Radio Malta (Radju Malta)
- Malta;
- Frequencies: 999 kHz (AM); 93.7 MHz (FM); 181,936 MHz (DAB+);

Programming
- Language: Maltese

Ownership
- Owner: Public Broadcasting Services (Government of Malta)
- Sister stations: Radju Malta 2, Magic Malta

History
- First air date: 11 November 1935; 90 years ago (Cable radio); 8 January 1973; 53 years ago (Wireless Broadcast);

Technical information
- Transmitter coordinates: 35°53′31″N 14°29′32″E﻿ / ﻿35.89194°N 14.49222°E

Links
- Website: Radju Malta

= Radio Malta =

Maltese radio station

Radio Malta (Radju Malta) is the main radio service of Public Broadcasting Services, the public broadcaster of Malta.

==Founding==
The origins of Radio Malta go back to 1935. For many years, transmissions were effected on a cable-radio system which started way back on 11 November 1935 by a British company called Rediffusion. This Rediffusion Cable Radio Service was officially launched on 11 November 1935. Its launch came at a time when Benito Mussolini tried to invade Malta, which failed. On 29 September 1962, the same company, officially opened the Malta Television Service, then known as MTV, now Television Malta (TVM). During the late sixties Rediffusion Malta effected several test transmissions with the aim to set up a radio station. But the radio station never materialised, possibly due to conflict of interest with the cable radio system which the same company was utilising.
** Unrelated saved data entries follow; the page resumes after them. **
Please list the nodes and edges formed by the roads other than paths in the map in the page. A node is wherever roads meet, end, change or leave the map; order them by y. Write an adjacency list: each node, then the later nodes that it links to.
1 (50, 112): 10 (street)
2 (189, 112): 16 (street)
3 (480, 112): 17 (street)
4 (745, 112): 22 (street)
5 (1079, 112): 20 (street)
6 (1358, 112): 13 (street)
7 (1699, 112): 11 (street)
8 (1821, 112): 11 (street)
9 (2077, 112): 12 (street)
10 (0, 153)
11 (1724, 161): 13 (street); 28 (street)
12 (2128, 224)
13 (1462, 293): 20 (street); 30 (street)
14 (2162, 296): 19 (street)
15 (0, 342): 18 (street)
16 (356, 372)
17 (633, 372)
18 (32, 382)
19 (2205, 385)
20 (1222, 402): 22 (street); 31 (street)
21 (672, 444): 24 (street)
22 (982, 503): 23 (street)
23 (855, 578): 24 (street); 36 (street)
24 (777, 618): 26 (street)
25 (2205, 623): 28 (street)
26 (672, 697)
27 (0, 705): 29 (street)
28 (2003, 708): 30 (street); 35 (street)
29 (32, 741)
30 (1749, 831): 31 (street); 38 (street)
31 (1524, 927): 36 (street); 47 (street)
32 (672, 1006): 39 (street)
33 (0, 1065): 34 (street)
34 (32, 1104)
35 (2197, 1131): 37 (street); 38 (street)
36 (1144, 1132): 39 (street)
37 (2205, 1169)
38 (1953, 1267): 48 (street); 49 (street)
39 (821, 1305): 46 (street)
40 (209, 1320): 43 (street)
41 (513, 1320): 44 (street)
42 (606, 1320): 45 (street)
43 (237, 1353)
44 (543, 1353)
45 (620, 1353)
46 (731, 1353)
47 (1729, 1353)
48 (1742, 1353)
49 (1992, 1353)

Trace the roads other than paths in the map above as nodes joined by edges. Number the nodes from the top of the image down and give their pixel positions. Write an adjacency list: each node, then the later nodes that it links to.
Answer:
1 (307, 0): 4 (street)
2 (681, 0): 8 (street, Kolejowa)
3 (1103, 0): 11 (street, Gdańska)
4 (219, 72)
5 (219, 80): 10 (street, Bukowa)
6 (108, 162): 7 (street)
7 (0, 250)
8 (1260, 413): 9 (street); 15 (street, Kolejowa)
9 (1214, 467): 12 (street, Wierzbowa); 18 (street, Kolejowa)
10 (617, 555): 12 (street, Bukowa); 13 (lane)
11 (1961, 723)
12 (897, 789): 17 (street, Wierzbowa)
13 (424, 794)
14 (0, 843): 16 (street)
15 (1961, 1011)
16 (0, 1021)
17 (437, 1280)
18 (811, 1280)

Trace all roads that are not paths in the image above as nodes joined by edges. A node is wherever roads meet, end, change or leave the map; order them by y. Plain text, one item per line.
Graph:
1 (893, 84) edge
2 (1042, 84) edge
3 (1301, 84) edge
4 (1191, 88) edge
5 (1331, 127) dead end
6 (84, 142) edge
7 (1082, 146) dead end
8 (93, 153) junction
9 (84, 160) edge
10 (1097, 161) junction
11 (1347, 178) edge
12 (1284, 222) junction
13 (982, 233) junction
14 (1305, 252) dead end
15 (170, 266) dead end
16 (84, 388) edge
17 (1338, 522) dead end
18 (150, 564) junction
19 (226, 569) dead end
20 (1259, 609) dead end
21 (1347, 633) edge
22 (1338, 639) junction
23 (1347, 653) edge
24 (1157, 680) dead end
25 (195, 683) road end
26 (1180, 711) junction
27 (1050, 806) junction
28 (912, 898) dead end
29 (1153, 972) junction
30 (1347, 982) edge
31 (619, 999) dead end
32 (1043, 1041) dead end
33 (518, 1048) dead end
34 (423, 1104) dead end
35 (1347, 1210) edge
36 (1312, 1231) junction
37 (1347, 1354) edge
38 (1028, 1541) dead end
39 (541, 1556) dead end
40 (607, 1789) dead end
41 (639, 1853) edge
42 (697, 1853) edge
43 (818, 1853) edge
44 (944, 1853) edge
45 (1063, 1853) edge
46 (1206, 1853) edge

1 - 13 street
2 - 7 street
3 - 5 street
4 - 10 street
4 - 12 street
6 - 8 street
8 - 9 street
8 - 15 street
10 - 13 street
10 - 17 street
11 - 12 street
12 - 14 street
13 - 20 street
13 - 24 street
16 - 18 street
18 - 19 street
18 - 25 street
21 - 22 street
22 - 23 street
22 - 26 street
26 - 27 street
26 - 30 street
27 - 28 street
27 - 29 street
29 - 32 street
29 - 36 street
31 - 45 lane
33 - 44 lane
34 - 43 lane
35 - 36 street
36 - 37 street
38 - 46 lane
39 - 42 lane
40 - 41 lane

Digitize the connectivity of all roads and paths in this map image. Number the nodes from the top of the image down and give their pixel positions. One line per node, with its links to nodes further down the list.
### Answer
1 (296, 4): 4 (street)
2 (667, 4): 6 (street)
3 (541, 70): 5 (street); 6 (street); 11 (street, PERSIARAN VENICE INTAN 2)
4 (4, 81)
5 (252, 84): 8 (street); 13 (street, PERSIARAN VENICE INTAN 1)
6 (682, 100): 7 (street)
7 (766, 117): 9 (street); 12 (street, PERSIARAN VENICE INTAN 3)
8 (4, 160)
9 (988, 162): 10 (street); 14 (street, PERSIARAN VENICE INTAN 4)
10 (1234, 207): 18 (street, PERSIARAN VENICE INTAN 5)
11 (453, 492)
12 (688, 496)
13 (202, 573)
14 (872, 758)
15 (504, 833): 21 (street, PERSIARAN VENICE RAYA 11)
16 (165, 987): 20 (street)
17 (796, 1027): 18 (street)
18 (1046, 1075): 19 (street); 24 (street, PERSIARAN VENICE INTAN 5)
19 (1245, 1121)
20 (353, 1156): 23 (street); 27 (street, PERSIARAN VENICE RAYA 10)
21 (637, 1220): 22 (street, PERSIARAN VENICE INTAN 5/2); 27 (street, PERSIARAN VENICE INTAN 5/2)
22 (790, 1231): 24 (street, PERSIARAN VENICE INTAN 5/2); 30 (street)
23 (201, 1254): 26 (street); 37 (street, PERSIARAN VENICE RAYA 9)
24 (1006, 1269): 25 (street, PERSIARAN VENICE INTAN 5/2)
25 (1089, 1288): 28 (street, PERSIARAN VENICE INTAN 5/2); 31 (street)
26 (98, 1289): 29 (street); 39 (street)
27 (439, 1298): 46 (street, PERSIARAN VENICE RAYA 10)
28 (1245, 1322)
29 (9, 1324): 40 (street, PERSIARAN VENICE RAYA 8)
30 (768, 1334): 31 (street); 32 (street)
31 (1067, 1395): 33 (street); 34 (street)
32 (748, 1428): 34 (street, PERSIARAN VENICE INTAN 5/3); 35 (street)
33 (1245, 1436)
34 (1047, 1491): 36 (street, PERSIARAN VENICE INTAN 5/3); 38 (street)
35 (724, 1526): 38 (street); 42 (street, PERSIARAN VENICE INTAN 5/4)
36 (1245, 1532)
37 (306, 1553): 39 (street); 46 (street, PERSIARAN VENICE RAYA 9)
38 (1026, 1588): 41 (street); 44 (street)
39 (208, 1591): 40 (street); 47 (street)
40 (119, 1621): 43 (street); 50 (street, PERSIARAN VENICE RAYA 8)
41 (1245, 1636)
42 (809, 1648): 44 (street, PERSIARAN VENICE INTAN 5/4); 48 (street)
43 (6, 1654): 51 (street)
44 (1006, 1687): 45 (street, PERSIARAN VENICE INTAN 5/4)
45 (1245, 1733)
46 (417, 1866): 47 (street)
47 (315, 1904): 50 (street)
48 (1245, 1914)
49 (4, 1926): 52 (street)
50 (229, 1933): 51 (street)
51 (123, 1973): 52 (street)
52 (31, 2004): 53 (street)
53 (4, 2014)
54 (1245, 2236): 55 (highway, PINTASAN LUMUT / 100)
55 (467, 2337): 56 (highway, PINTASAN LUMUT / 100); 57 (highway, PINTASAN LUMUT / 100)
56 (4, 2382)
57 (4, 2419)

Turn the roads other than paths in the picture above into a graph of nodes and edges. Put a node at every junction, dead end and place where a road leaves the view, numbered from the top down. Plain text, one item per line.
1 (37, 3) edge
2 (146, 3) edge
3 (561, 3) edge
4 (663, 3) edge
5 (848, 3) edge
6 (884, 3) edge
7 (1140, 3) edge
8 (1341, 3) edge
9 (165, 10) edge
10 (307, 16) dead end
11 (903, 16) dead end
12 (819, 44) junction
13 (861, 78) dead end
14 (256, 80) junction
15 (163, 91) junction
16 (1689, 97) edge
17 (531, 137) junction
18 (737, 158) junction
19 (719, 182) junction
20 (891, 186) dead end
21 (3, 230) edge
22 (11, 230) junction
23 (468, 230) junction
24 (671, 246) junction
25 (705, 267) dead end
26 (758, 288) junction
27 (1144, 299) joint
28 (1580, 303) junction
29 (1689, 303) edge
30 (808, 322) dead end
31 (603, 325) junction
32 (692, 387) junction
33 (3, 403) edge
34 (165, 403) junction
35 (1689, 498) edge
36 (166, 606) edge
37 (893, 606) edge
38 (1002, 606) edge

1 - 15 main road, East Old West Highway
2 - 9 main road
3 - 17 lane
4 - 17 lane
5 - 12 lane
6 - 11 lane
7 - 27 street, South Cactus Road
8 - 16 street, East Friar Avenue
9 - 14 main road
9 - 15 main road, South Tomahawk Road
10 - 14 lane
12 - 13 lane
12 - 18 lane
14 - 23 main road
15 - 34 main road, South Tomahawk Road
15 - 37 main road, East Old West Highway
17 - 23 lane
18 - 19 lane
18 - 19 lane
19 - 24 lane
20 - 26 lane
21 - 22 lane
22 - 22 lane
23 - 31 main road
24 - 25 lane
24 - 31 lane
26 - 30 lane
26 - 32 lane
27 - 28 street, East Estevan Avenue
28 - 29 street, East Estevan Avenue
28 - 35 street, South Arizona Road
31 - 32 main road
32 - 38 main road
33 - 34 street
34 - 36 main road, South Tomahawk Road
Regular Wireless radio transmissions in Maltese started on 8 January 1973 by the Malta Broadcasting Authority on 999 kHz Medium Wave (AM). It was called "Radju ta' Malta". This frequency is still in use by Radio Malta.

Norman Hamilton, then Rediffusion's top D.J., left the company and decided to join Radio Malta from its first day of transmission. Norman is no longer involved in radio. Another popular D.J. is Brian Micallef who started presenting Rock Programs during the Rediffusion era and is still very active on Radio Malta. Mario Laus was also one of Radio Malta's first D.J.s and today he is still one of its most popular D.J.s.

In 1975, when Xandir Malta was set up, the Cable Radio system, now no longer belonging to Rediffusion, and Radio Malta, became one entity with a separate identity.

Radio Malta started transmitting on FM 93.7 MHz when the British Forces Broadcasting Services (BFBS Malta) closed down on 31 March 1979 with the departure of British Services from the Maltese Islands.

==Development==

Former logo (2001–2007)

Former logo (2007–2011)

The cable radio system was officially closed down on 31 January 1989 and its programmes continued on as a wireless service on MW 999 kHz. Consequently, many broadcasters were now working solely for Radio Malta. Among these, Charles Arrigo, trained by the BBC.,Charles Abela Mizzi. Others still working with Radio Malta, are George Peresso and Peter Paul Ciantar.

On the 27 September 1991, Public Broadcasting Services took over the role and responsibility of Xandir Malta.
The year 1991 ushered in an era of broadcast pluralism in Malta. This phenomenon brought to Radio Malta many a new talent. However, with pluralism, Malta witnessed greater staff mobility within local radio stations which started to mushroom on the Maltese Islands. Joe Dimech, Lilian Maistre, Ray Calleja, Tony Micallef, Albert Storace, Brian Micallef, Eddie Darmanin, are just some of its longest serving broadcasters. Today many new voices are part of Radio Malta's success. Other veterans have also returned to the fold.

==Content==
Radio Malta transmits cultural and current affairs programmes putting a strong focus on news. Phone-Ins feature on some of its programmes. Classical music and classic hits form an integral part of its daily 24x7 schedule.

All programmes on Radio Malta are transmitted in the Maltese language. Its stereophonic transmissions are also accessible in Malta and Sicily on DAB+ block 6A.

In a survey conducted by the Malta Broadcasting Authority published in September 2019, Radio Malta was classified as the third most "listened to" radio station in Malta and Gozo. In the "Daytime Call-in/Request Shows" category, Lilian Maistre's show came first with regards to "Radio Programmes which listeners normally follow".

In the Audience Survey December 2020 conducted by the Malta Broadcasting Authority published in January 2021, 96% (763 respondents) of all radio listeners use the radio set for listening to radio programmes. The radio set is the most used radio reception service for listening to radio, with almost all radio listeners using this as a radio reception service. 5% (36 respondents) of all radio listeners make use of DAB+.

The current Station Manager of Radju Malta, Radju Malta 2 & Magic is Mr. Carlo Borg Bonaci.